---------- RECORDS SUPPLIED

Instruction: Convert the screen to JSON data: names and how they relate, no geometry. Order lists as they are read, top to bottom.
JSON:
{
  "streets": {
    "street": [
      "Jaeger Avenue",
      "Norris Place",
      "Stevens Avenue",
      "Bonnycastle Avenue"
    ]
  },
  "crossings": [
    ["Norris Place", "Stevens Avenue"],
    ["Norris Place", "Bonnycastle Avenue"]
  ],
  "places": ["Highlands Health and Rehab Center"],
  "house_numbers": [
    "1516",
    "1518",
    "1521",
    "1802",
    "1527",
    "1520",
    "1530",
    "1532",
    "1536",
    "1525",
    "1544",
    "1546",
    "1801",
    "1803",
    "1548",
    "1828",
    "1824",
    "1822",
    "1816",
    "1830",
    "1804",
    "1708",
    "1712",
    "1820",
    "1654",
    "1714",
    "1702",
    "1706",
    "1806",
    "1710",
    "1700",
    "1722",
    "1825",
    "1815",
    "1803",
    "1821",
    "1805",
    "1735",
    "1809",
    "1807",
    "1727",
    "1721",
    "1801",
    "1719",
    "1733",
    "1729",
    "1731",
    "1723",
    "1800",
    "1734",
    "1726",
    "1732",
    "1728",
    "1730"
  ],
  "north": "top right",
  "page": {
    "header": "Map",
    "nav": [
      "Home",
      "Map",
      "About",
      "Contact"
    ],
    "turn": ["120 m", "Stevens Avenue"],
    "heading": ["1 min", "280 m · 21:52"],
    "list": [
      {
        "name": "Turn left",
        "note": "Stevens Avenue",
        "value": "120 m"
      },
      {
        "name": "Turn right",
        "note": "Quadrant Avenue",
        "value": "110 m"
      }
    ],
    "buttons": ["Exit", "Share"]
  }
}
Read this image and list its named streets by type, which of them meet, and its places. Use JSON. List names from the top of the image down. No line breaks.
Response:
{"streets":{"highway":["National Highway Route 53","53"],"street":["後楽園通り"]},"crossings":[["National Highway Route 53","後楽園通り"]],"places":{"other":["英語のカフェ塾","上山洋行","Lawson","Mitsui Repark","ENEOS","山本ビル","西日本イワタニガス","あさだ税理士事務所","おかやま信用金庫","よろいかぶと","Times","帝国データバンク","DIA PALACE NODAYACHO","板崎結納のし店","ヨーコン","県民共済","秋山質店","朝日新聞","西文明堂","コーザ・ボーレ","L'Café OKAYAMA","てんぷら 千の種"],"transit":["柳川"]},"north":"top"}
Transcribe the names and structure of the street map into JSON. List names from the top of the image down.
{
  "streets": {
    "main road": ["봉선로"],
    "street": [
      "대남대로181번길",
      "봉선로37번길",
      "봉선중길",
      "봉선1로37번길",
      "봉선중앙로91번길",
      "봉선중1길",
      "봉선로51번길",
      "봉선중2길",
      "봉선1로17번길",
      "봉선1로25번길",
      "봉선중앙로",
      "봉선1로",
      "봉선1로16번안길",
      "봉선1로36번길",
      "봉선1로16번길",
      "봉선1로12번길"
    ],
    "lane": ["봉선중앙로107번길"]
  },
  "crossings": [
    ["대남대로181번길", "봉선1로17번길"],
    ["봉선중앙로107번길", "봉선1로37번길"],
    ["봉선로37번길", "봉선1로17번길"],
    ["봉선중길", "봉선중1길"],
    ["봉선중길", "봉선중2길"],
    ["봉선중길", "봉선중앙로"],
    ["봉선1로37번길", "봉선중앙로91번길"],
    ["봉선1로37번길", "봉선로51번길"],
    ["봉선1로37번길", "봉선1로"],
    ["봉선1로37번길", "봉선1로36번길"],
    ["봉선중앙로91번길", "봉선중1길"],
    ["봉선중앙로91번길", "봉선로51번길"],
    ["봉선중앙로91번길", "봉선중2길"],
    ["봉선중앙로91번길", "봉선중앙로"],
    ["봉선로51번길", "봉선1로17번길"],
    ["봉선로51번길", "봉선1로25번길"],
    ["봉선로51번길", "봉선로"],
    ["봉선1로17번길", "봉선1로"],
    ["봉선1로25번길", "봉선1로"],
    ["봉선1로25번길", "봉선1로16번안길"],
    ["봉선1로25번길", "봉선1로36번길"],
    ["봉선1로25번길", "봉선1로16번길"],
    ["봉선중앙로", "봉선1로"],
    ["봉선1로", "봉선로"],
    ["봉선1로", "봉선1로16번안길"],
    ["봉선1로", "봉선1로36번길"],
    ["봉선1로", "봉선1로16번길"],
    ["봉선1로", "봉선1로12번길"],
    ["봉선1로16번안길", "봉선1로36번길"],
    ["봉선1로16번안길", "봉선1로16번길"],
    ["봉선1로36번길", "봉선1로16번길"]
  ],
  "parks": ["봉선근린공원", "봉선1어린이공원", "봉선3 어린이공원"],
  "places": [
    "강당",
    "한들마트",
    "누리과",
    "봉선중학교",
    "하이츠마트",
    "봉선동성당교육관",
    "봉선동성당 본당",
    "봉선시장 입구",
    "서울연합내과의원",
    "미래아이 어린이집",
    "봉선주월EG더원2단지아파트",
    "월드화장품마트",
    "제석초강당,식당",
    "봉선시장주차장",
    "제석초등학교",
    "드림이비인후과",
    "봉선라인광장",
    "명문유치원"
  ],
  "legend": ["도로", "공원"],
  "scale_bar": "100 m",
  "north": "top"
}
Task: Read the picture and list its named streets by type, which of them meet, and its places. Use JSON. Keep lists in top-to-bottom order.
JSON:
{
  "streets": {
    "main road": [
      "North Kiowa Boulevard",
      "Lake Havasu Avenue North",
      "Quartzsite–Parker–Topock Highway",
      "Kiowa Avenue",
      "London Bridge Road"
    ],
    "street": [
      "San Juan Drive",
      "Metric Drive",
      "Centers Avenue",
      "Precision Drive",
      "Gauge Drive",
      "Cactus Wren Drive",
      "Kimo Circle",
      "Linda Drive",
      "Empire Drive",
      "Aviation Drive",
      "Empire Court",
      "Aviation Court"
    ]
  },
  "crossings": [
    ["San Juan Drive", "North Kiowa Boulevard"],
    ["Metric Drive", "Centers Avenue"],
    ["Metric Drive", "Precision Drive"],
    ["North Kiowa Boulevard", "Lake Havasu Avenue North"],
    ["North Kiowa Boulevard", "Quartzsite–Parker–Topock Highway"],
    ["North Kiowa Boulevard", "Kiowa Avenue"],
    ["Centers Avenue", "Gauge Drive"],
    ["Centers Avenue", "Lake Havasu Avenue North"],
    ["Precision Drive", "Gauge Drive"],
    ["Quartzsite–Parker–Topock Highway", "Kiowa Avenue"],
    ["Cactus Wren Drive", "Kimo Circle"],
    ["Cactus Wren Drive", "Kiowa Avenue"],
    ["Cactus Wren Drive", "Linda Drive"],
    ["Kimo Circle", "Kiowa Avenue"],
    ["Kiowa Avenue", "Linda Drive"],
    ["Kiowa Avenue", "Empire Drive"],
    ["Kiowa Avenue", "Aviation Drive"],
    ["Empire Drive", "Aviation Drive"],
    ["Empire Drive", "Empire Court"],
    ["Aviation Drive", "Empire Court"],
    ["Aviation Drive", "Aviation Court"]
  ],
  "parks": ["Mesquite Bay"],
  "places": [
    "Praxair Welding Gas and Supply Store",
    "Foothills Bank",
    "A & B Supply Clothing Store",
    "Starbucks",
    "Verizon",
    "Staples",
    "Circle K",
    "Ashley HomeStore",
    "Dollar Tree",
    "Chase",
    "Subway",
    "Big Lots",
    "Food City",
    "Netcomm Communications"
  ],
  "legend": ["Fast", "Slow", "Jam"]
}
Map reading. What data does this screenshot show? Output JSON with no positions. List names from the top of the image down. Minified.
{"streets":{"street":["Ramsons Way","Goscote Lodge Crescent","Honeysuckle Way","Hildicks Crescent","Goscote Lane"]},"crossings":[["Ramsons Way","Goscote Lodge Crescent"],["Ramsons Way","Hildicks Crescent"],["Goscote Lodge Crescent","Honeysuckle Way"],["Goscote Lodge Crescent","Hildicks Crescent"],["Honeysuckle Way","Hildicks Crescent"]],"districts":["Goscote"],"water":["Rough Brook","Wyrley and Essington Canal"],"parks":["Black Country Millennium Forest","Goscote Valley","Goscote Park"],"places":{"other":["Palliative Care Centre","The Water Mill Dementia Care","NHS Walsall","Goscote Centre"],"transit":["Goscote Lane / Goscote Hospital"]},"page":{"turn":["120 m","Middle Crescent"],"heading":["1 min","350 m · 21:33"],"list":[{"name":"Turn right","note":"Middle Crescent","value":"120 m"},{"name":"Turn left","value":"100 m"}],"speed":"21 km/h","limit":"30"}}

--------------------

AIM OF THE TASK
Show all lines from the data that contain "Juan".

EXERCISE SOLUTION
      "San Juan Drive",
    ["San Juan Drive", "North Kiowa Boulevard"],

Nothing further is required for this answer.